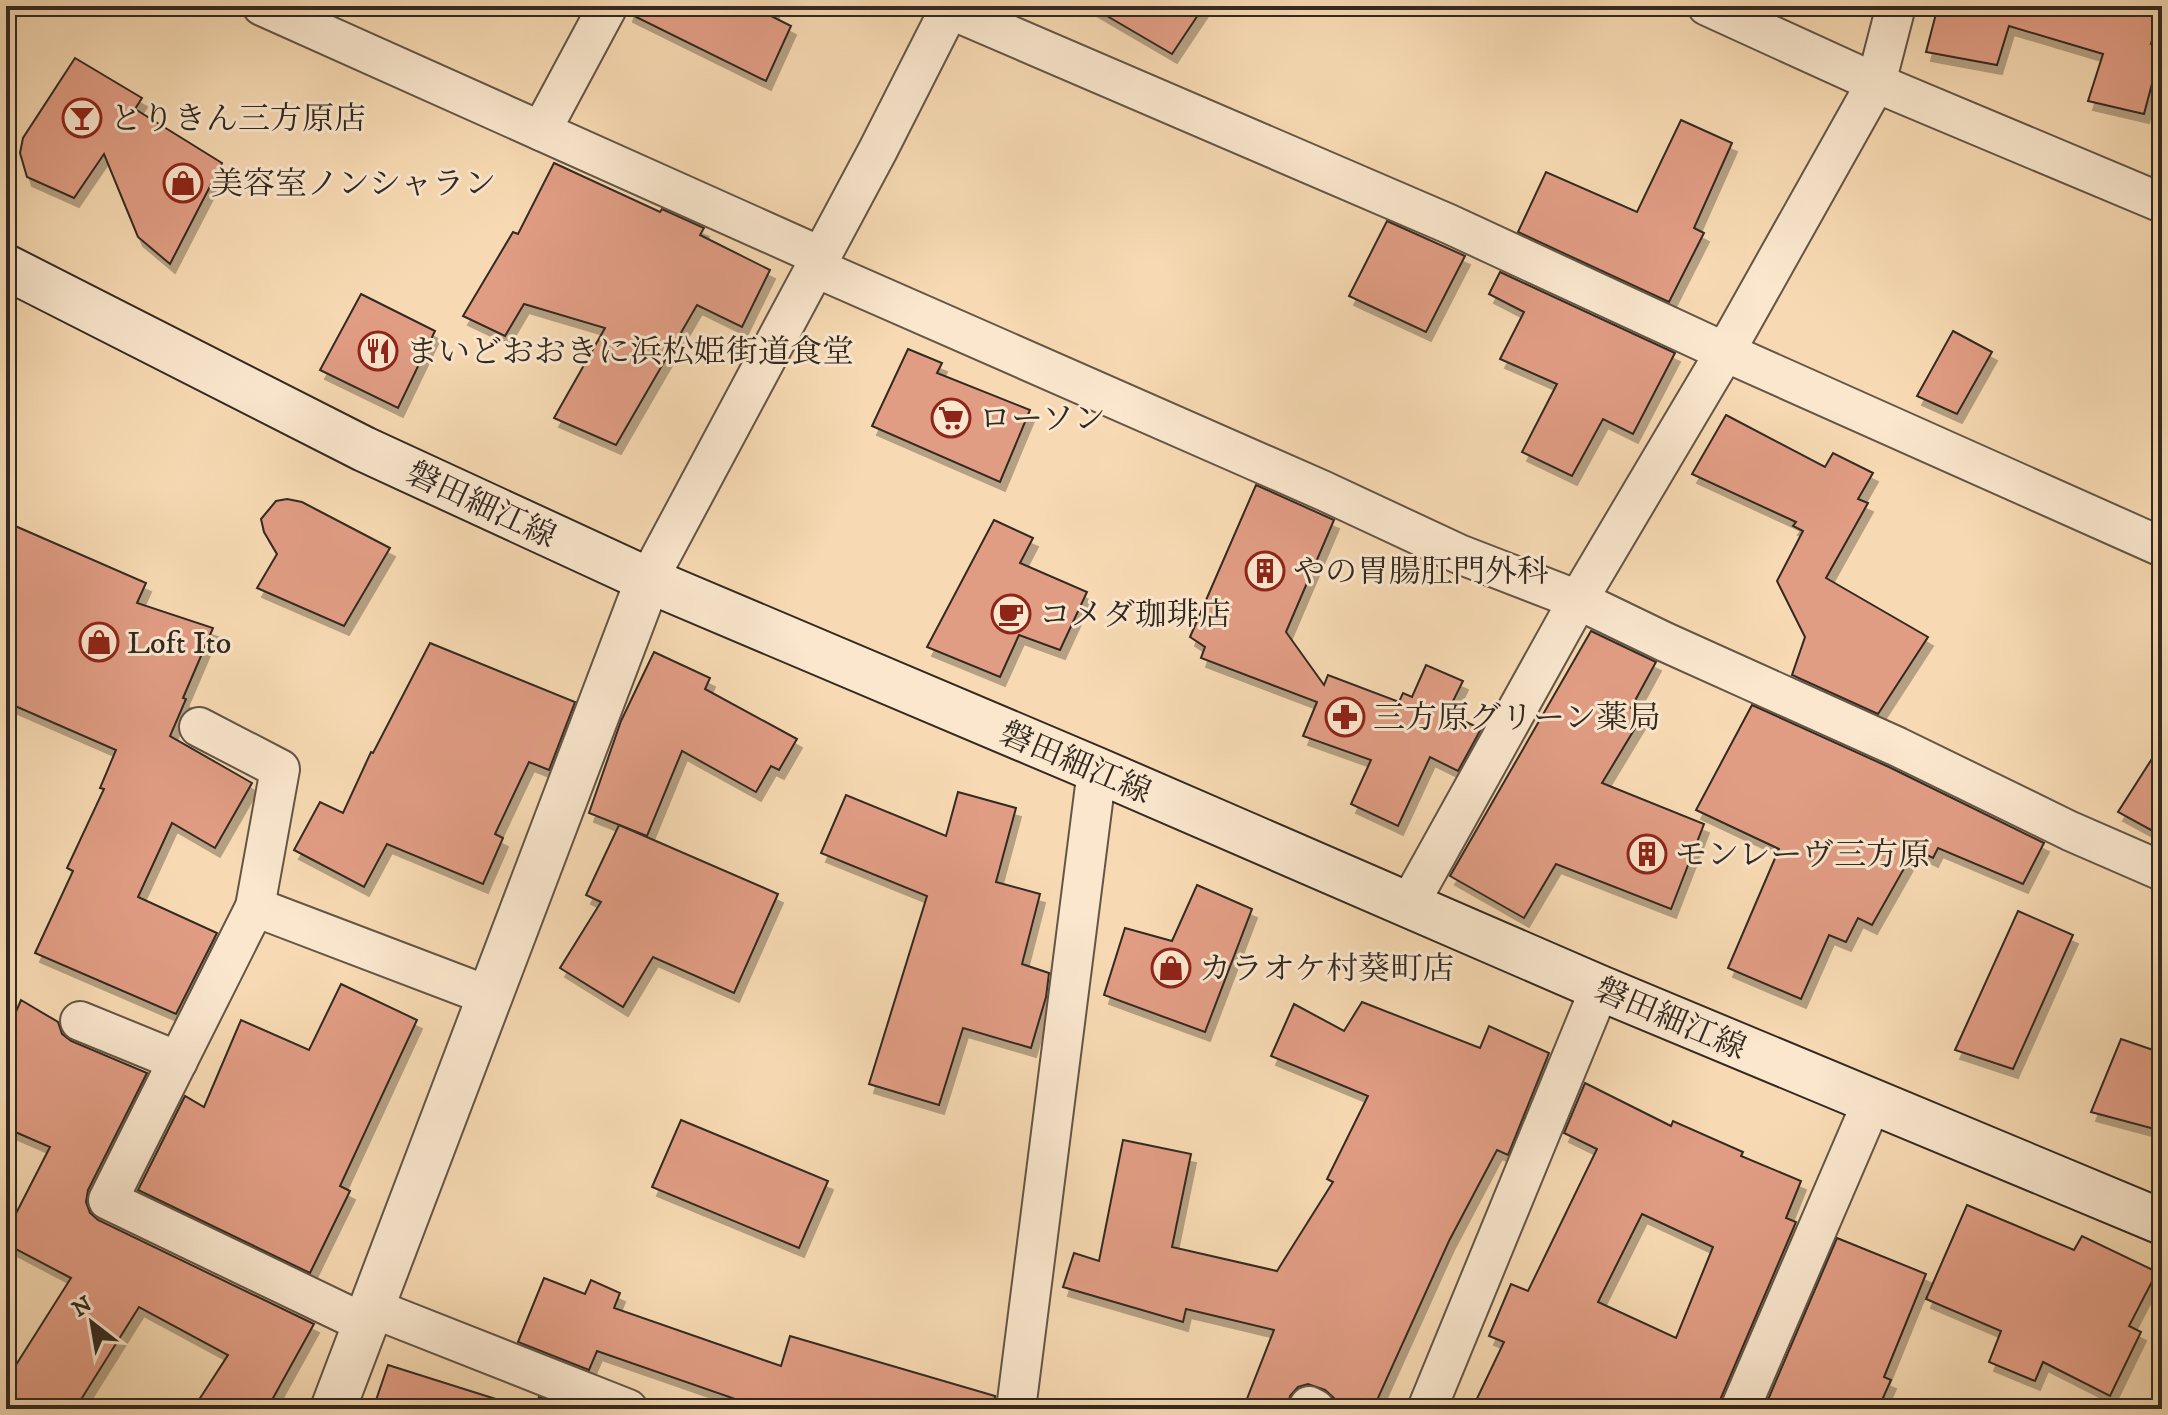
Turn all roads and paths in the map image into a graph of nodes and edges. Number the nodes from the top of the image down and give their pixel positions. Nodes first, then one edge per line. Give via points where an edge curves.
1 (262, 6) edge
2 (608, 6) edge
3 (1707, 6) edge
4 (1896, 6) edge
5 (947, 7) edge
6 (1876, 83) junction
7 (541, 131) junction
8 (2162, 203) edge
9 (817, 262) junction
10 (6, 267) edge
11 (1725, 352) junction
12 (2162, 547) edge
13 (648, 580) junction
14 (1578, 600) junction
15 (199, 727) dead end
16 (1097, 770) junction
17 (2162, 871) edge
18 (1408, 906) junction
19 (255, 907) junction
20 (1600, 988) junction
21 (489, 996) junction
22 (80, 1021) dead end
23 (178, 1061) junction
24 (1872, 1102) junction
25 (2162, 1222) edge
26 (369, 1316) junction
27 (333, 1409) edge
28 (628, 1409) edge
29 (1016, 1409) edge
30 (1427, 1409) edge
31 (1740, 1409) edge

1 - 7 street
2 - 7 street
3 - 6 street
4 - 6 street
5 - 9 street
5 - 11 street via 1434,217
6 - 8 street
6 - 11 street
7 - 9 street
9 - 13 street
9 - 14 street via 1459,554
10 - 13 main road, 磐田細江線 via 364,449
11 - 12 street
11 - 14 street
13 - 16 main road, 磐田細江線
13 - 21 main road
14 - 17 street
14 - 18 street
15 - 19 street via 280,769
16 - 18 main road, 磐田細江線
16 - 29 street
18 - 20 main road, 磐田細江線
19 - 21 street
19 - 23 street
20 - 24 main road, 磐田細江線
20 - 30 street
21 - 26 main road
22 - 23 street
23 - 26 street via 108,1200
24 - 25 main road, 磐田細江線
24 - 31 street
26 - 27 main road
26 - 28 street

* **Work task**
Pictures aside, reproduce all of the data exactly.

* **Result of this task**
Turn all roads and paths in the map image into a graph of nodes and edges. Number the nodes from the top of the image down and give their pixel positions. Nodes first, then one edge per line. Give via points where an edge curves.
1 (262, 6) edge
2 (608, 6) edge
3 (1707, 6) edge
4 (1896, 6) edge
5 (947, 7) edge
6 (1876, 83) junction
7 (541, 131) junction
8 (2162, 203) edge
9 (817, 262) junction
10 (6, 267) edge
11 (1725, 352) junction
12 (2162, 547) edge
13 (648, 580) junction
14 (1578, 600) junction
15 (199, 727) dead end
16 (1097, 770) junction
17 (2162, 871) edge
18 (1408, 906) junction
19 (255, 907) junction
20 (1600, 988) junction
21 (489, 996) junction
22 (80, 1021) dead end
23 (178, 1061) junction
24 (1872, 1102) junction
25 (2162, 1222) edge
26 (369, 1316) junction
27 (333, 1409) edge
28 (628, 1409) edge
29 (1016, 1409) edge
30 (1427, 1409) edge
31 (1740, 1409) edge

1 - 7 street
2 - 7 street
3 - 6 street
4 - 6 street
5 - 9 street
5 - 11 street via 1434,217
6 - 8 street
6 - 11 street
7 - 9 street
9 - 13 street
9 - 14 street via 1459,554
10 - 13 main road, 磐田細江線 via 364,449
11 - 12 street
11 - 14 street
13 - 16 main road, 磐田細江線
13 - 21 main road
14 - 17 street
14 - 18 street
15 - 19 street via 280,769
16 - 18 main road, 磐田細江線
16 - 29 street
18 - 20 main road, 磐田細江線
19 - 21 street
19 - 23 street
20 - 24 main road, 磐田細江線
20 - 30 street
21 - 26 main road
22 - 23 street
23 - 26 street via 108,1200
24 - 25 main road, 磐田細江線
24 - 31 street
26 - 27 main road
26 - 28 street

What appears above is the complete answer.